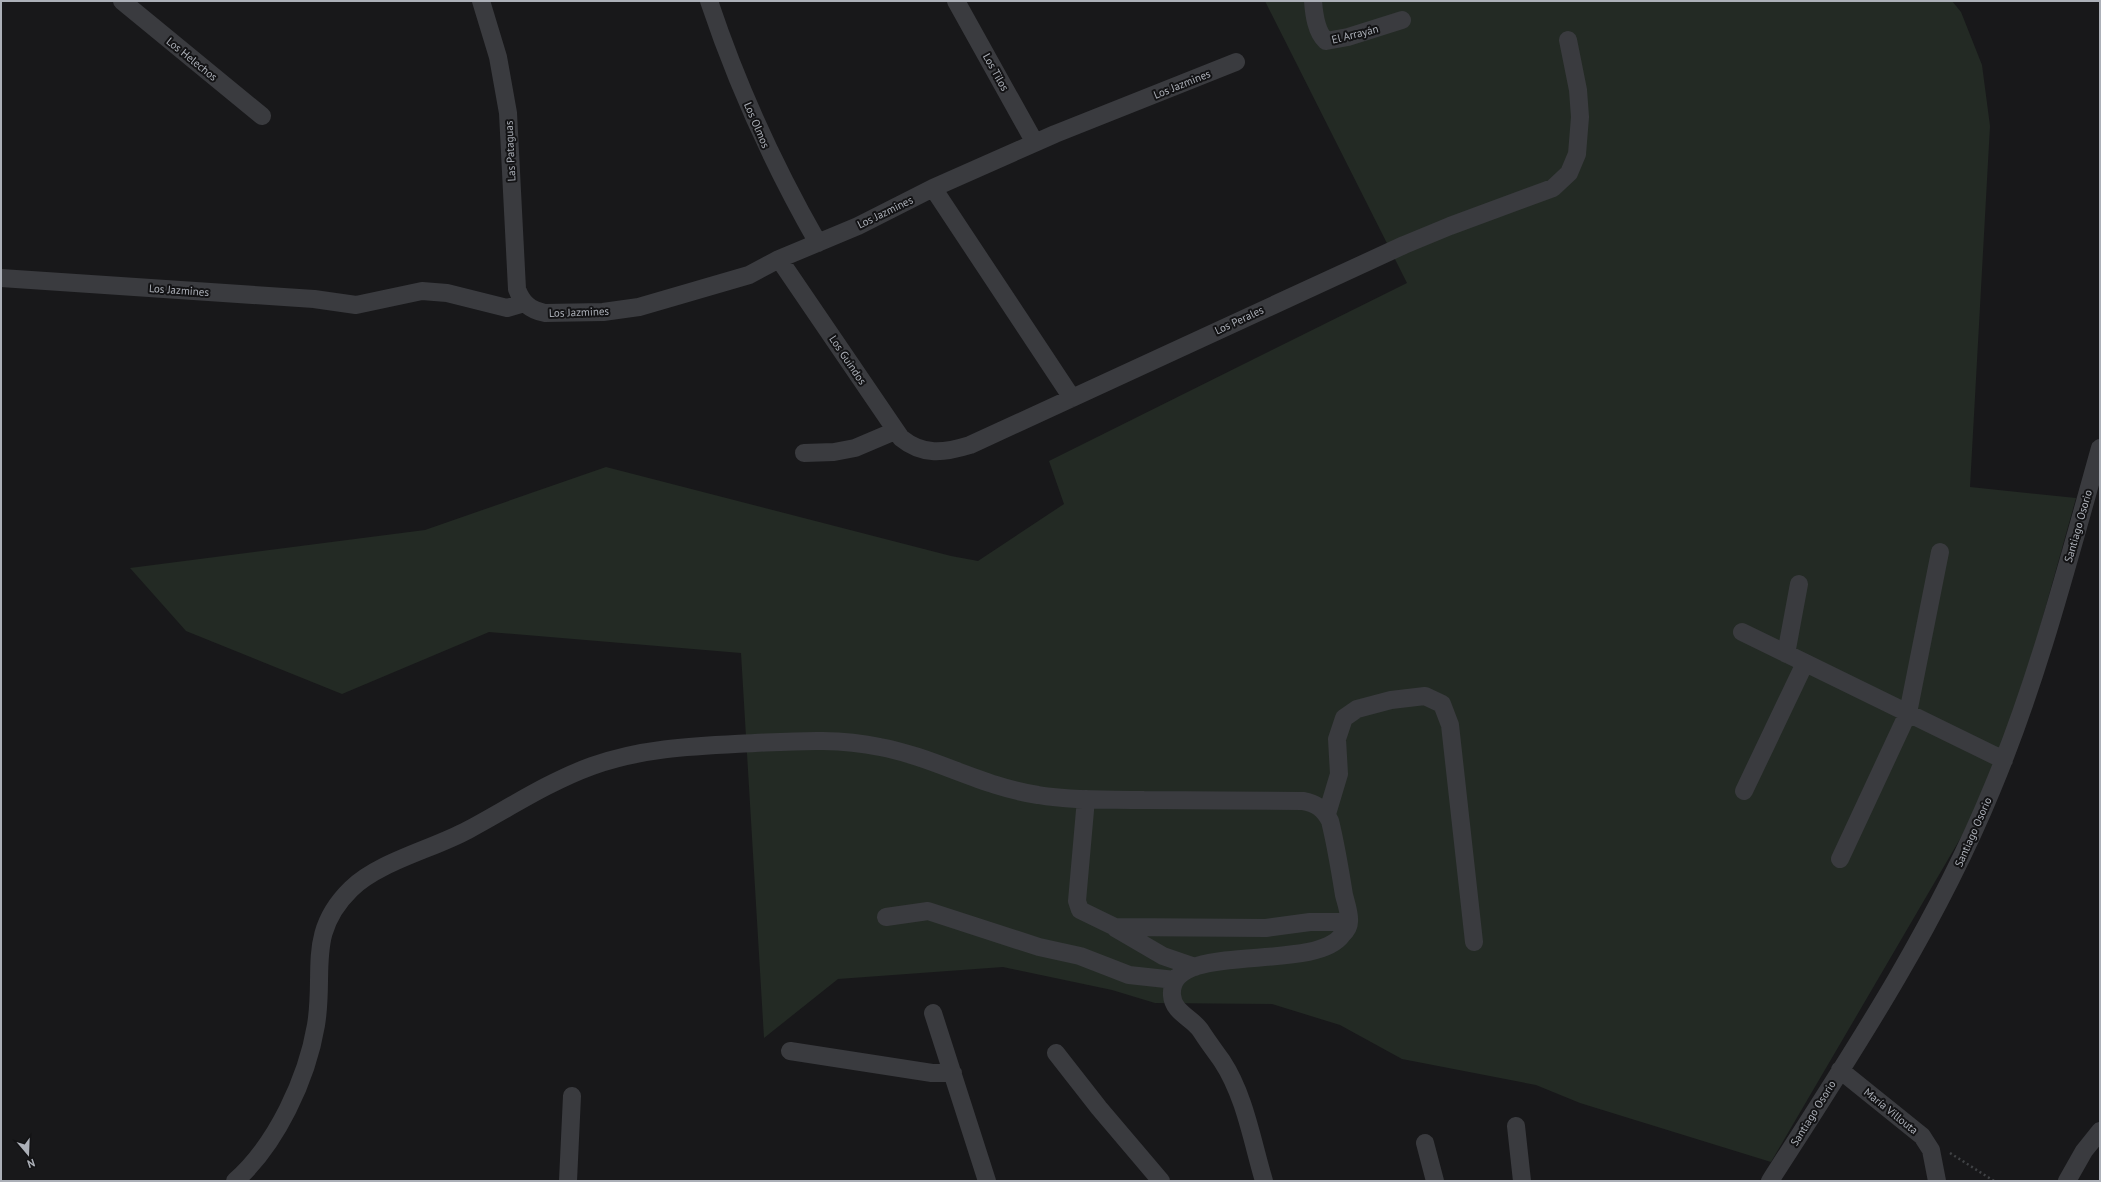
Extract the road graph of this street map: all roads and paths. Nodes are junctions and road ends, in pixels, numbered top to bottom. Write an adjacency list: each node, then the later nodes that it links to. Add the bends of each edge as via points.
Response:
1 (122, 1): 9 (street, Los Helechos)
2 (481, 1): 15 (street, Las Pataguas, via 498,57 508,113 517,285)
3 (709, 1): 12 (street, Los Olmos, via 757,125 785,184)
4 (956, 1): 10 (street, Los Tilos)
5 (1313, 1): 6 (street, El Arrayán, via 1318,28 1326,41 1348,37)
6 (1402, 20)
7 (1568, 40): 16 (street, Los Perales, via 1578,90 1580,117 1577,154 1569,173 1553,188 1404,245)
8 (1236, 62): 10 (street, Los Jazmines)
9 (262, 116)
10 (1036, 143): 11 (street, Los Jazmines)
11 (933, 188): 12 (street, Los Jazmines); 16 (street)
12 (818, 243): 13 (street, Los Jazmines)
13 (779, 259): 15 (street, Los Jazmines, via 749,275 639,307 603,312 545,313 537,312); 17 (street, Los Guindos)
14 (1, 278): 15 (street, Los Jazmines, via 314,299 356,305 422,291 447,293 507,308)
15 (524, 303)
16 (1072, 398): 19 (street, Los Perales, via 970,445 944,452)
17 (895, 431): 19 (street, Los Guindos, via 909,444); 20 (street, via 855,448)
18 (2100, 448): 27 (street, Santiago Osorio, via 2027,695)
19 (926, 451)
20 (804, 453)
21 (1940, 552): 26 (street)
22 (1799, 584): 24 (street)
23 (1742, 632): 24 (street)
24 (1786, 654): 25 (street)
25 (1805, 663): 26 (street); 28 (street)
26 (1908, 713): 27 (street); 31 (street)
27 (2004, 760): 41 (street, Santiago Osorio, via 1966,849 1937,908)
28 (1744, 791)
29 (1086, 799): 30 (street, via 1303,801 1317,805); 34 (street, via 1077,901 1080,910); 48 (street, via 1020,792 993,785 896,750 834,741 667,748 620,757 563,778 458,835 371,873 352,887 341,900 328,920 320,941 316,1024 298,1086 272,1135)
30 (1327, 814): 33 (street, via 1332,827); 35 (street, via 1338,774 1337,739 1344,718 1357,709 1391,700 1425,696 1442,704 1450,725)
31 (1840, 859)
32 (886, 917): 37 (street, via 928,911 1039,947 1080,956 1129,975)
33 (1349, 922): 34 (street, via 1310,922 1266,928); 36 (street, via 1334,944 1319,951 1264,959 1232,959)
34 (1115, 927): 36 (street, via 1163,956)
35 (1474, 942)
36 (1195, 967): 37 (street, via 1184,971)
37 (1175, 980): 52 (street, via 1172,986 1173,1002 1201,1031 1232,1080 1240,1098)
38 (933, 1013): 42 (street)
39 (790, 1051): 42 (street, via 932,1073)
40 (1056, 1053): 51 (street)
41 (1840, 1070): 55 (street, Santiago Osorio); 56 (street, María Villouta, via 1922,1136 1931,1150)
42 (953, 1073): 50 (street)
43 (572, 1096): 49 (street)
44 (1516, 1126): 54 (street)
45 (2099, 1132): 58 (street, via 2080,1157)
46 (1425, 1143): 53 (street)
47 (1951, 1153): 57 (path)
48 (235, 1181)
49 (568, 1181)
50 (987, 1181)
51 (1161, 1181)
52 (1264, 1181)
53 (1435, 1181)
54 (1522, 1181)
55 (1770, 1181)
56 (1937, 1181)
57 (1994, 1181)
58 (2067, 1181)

◇ ◇ ◇

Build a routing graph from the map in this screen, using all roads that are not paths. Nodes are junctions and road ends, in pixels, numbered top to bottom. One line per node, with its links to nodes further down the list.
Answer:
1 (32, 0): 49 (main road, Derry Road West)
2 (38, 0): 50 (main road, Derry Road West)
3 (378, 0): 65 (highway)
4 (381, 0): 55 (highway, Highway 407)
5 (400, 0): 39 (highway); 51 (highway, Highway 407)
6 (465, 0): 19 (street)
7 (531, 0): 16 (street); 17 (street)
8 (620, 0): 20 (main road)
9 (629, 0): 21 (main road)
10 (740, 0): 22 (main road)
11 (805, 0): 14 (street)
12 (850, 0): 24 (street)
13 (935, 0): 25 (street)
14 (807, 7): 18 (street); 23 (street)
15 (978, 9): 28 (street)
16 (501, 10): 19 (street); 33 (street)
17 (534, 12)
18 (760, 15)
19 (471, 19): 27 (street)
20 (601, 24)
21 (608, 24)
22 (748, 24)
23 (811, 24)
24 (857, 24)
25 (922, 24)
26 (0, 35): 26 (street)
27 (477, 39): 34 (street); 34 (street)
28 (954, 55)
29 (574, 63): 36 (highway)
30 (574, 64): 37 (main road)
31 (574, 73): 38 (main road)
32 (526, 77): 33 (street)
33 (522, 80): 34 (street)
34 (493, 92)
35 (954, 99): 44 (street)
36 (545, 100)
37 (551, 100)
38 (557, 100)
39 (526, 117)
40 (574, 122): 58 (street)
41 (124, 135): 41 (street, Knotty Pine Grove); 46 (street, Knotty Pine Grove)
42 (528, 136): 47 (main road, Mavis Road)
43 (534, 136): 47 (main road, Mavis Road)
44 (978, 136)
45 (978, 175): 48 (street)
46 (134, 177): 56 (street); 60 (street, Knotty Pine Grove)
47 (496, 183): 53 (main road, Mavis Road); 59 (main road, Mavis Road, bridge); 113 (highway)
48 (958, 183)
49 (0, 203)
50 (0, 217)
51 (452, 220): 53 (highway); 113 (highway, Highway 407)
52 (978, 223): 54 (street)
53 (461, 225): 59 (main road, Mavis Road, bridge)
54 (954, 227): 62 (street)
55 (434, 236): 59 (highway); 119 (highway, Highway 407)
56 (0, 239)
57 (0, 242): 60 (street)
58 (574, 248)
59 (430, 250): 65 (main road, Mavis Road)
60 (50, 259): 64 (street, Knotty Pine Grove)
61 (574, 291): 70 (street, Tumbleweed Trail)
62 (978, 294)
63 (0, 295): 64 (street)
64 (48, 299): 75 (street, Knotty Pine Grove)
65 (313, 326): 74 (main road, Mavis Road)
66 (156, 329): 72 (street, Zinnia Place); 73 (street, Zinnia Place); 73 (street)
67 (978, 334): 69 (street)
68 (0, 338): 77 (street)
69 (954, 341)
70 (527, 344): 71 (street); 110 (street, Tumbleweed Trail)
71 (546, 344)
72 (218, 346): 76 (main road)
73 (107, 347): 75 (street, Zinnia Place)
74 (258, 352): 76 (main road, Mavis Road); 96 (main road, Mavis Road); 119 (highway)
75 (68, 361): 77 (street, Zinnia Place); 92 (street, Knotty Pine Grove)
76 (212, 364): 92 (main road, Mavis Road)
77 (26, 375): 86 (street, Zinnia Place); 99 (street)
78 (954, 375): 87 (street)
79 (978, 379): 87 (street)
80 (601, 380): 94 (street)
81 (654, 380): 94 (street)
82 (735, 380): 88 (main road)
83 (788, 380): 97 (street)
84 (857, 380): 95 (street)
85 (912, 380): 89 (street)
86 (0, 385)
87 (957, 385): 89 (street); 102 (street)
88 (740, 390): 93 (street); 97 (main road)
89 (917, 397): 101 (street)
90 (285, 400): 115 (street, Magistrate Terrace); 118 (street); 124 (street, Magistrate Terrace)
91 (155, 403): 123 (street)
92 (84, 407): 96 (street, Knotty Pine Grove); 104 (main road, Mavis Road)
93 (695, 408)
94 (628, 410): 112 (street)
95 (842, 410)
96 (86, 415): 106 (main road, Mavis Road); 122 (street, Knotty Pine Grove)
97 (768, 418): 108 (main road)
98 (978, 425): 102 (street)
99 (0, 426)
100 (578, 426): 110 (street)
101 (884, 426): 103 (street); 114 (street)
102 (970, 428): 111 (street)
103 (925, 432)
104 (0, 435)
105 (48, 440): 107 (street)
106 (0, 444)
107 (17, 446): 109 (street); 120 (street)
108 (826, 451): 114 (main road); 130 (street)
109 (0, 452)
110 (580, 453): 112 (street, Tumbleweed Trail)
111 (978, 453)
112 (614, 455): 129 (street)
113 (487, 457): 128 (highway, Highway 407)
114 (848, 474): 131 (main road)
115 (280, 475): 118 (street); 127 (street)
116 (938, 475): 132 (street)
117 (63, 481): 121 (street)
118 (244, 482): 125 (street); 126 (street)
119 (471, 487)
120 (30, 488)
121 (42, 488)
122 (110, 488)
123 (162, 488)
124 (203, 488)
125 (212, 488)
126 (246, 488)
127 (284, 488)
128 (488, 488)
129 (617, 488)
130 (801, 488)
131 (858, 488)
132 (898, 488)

◇ ◇ ◇

* Activity *
Across the whole listing above, count each line in which the string "Grove" occurs; respond with that number only.

* Task answer *
7